WHAT TO WORK ON
Each entry in the block below needs to be copied out exactly.
:: SUPPLIED MATERIAL
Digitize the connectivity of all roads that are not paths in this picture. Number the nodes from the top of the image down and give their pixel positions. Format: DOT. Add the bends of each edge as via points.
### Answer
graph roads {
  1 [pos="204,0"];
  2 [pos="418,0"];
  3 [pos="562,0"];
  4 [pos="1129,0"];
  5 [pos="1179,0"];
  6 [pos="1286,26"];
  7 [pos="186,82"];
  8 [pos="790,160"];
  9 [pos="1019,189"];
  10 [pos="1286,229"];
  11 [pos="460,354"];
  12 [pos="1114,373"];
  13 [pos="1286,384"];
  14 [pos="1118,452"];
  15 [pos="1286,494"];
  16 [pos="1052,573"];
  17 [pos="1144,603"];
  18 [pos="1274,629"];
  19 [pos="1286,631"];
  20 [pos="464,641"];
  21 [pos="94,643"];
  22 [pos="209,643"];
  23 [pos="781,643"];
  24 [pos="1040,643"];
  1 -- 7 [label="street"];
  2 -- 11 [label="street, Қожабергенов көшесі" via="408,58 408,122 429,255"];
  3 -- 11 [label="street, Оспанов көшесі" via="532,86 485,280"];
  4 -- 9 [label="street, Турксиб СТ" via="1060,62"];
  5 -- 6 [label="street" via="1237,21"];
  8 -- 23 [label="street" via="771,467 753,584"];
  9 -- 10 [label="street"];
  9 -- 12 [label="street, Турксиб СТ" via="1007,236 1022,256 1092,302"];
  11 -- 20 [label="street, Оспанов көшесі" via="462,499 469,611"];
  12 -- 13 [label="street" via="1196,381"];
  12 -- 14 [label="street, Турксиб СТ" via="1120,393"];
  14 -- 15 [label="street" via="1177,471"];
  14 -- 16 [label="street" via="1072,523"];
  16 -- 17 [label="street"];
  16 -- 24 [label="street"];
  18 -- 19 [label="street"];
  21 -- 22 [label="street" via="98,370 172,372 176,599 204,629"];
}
::::
SOLUTION
Digitize the connectivity of all roads that are not paths in this picture. Number the nodes from the top of the image down and give their pixel positions. Format: DOT. Add the bends of each edge as via points.
### Answer
graph roads {
  1 [pos="204,0"];
  2 [pos="418,0"];
  3 [pos="562,0"];
  4 [pos="1129,0"];
  5 [pos="1179,0"];
  6 [pos="1286,26"];
  7 [pos="186,82"];
  8 [pos="790,160"];
  9 [pos="1019,189"];
  10 [pos="1286,229"];
  11 [pos="460,354"];
  12 [pos="1114,373"];
  13 [pos="1286,384"];
  14 [pos="1118,452"];
  15 [pos="1286,494"];
  16 [pos="1052,573"];
  17 [pos="1144,603"];
  18 [pos="1274,629"];
  19 [pos="1286,631"];
  20 [pos="464,641"];
  21 [pos="94,643"];
  22 [pos="209,643"];
  23 [pos="781,643"];
  24 [pos="1040,643"];
  1 -- 7 [label="street"];
  2 -- 11 [label="street, Қожабергенов көшесі" via="408,58 408,122 429,255"];
  3 -- 11 [label="street, Оспанов көшесі" via="532,86 485,280"];
  4 -- 9 [label="street, Турксиб СТ" via="1060,62"];
  5 -- 6 [label="street" via="1237,21"];
  8 -- 23 [label="street" via="771,467 753,584"];
  9 -- 10 [label="street"];
  9 -- 12 [label="street, Турксиб СТ" via="1007,236 1022,256 1092,302"];
  11 -- 20 [label="street, Оспанов көшесі" via="462,499 469,611"];
  12 -- 13 [label="street" via="1196,381"];
  12 -- 14 [label="street, Турксиб СТ" via="1120,393"];
  14 -- 15 [label="street" via="1177,471"];
  14 -- 16 [label="street" via="1072,523"];
  16 -- 17 [label="street"];
  16 -- 24 [label="street"];
  18 -- 19 [label="street"];
  21 -- 22 [label="street" via="98,370 172,372 176,599 204,629"];
}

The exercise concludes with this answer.